Selten hat mich ein Rennrad emotional so gepackt wie dieses. Wahrscheinlich liegt es daran, dass ich ewig eines gesucht habe. Ich war gezielt auf der Suche nach einer Baustelle. Nach langer Suche bin ich dann wirklich fündig geworden.
Ich hatte eigentlich nur zwei Ansprüche - die sind mir aber sehr wichtig gewesen:
Rahmennummer musste im Lenkrohr eingestanzt sein
Kabelführung am Oberrohr mit Schellen
Das hört sich nicht dramatisch schwierig an, aber sucht mal eines...und dann auch noch ein Bianchi :-)
Irgendwann war es aber dann soweit. In der Nähe von Turin gibt es einen kleinen Vintage-Rennradladen. Dort war für.....ach, den Preis wollt ihr nicht wirklich wissen....ein Bianchi Rekord 70. Im schrottreifen Zustand. ABER: Mit Rahmennummer im Lenkerrohr und Kabelführungsschellen am Oberrohr.
2 von 2 Vorgaben erfüllt. Gekauft - in einer Schachtel.
In mühevoller Kleinstarbeit habe ich alle Teile zerlegt und gereinigt. Es hat ewig gedauert das richtige Vorgehen für die perfekte Reinigung herauszufinden. Ich denke, dies hat mich anfangs einige Wochen gekostet und unzählige doppelte Arbeit. Irgendwann fande ich aber dann die perfekte Mixtur aus ProWin, Alufolie, Orangenreiniger, Schleifschwamm und kleinen Elektroschraubenzieher. Aus den ganzen alten vergammelten Teilen, wurden wieder richtige ansehnliche Teile.....nach gerade mal 3 Monaten intensiver Arbeit.
Highlight dieser Zeit war sicherlich die neue Einspeichung der Felgen - das war absolutes Neuland und hat knapp 4 Wochen benötigt, bis das Resultat perfekt war.
Als der Zeitpunkt gekommen war, alle Teile waren perfekt vom Rost befreit, zusammengesetzt und somit wieder einsatzbereit - ging es zum Rahmen. Meine ersten Gedanken war, die berühmte "Patina" zu erhalten. Der Lack war teilweise in einem katastrophalen Zustand.
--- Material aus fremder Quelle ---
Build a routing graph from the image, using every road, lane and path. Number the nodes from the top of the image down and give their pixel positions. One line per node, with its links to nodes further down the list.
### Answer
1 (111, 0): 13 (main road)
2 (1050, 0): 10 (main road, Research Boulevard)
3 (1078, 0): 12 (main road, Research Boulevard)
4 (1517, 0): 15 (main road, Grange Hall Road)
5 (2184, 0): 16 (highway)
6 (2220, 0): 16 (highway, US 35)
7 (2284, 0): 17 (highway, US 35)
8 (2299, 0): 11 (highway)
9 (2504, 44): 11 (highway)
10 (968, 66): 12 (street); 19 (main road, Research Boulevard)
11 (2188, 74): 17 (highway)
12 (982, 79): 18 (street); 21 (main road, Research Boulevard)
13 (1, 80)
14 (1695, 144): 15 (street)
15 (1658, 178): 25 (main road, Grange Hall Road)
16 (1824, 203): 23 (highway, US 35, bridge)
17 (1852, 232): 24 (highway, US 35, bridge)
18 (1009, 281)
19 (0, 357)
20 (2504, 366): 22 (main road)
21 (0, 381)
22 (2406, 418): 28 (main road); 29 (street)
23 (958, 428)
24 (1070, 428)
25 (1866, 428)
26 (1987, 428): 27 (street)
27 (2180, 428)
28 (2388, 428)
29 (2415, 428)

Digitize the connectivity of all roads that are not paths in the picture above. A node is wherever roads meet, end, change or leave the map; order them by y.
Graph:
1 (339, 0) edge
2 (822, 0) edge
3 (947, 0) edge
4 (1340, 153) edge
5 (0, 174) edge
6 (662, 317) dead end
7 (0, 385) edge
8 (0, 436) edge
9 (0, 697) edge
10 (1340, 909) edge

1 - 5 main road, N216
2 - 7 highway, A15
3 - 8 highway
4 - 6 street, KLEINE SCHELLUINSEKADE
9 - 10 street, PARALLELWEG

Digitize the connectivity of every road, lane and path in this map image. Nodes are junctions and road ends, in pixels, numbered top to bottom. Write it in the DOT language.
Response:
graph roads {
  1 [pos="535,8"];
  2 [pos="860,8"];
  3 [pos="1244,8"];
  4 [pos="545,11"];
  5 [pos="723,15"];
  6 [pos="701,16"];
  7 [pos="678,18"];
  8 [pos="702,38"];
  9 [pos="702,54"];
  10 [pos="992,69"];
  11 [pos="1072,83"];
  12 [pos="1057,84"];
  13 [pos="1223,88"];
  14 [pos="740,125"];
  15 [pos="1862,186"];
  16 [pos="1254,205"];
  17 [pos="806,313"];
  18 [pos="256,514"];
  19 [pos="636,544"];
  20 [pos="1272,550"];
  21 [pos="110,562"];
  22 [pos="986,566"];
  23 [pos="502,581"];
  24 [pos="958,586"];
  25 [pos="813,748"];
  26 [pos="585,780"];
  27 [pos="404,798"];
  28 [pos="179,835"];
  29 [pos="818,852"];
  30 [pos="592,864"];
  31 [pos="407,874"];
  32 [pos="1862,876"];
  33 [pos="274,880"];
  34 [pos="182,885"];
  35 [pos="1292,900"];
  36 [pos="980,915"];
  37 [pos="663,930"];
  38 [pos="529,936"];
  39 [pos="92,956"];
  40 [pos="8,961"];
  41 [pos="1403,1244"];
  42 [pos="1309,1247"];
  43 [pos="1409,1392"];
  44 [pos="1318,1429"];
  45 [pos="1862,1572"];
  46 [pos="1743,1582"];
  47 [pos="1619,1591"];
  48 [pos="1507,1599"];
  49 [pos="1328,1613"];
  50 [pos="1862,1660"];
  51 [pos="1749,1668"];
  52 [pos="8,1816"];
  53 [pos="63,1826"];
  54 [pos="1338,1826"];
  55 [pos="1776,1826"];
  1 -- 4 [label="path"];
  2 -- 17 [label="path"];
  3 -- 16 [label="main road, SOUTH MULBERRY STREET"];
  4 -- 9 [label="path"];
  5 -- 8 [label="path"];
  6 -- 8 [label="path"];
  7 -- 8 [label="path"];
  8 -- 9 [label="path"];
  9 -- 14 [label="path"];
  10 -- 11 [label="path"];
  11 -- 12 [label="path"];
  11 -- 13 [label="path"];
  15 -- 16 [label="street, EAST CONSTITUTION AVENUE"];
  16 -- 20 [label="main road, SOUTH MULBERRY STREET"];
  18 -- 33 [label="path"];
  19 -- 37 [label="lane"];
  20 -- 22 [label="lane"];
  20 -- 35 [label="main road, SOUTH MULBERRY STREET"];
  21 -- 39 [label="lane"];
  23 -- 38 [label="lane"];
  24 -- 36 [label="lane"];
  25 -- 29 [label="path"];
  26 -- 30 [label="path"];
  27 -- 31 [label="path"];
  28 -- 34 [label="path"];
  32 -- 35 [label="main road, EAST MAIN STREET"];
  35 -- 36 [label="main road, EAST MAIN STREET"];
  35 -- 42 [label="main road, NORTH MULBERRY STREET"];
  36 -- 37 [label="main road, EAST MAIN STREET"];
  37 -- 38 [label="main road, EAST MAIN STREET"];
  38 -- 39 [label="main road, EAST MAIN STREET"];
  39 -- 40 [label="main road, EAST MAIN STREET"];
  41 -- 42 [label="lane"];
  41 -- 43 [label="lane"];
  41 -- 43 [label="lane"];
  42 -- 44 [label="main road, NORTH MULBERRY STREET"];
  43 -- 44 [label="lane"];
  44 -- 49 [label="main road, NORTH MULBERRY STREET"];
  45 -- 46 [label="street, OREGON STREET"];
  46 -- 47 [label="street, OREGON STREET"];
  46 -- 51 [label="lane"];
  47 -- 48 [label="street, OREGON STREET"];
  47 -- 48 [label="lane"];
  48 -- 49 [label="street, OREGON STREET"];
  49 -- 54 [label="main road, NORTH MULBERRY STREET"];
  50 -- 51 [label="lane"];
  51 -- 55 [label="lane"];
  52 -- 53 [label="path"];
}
Ich habe es einige Abende versucht, aber ich kam dann letztendlich zu dem Entschluss, es lackieren zu lassen.
Aber: Celeste ist nicht Celeste. Bianchi hat zu dieser Zeit, ganz nach der italienischer Denkweise, die Farbe Celeste immer so nach dem Gefühl gemixt. Manche waren heller, manche dunker....wie der Lackierer gerade gelaunt war.
Mir war aber wichtig, wirklich den Originalzustand "wie neu" herstellen zu lassen. Somit habe ich einen Oldtimerprofi und Lackierer aufgesucht, den Lack analysieren lassen und die originale Farbe mischen lassen.
Der Rahmen wurde nach der Lackanalyse in ein Tauchbad gelegt und 24h später war dieser blitzeblank. Mit einer Kamera wurde innen der Rahmen geprüft und per Sandstrahlen alle Roststellen innen/aussen beseitigt. Danach ging es wieder in einen Tauchbad zur Versiegelung und die Lackierung konnte beginnen.
Die Zeit des Zusammenbauens konnte ich gar nicht mehr so auf Bilder festhalten. Zu hoch war die Motivation nach fast 5 Monaten endlich fertig zu werden. Eines machte mir da aber noch Kopfzerbrechen: ich suchte immer noch die originalen Aufkleber dieses Modells.
Nachdem ich die Suche schon aufgegeben hatte, kam ich über 1000ecken auf einen französischen Händler der sich zum Hobby gemacht hat, alte originale Aufklebersätze für Stahlrennräder herzustellen. Ich fand ja Franzosen schon immer super 😜.
Dann war es soweit, es war fertig. Ich hatte den Plan es zu fahren. Den Plan habe ich schnell verworfen. Es stand einige Zeit im Wohnzimmer und nun suche ich einen Platz zum Aufhängen bei mir im Haus.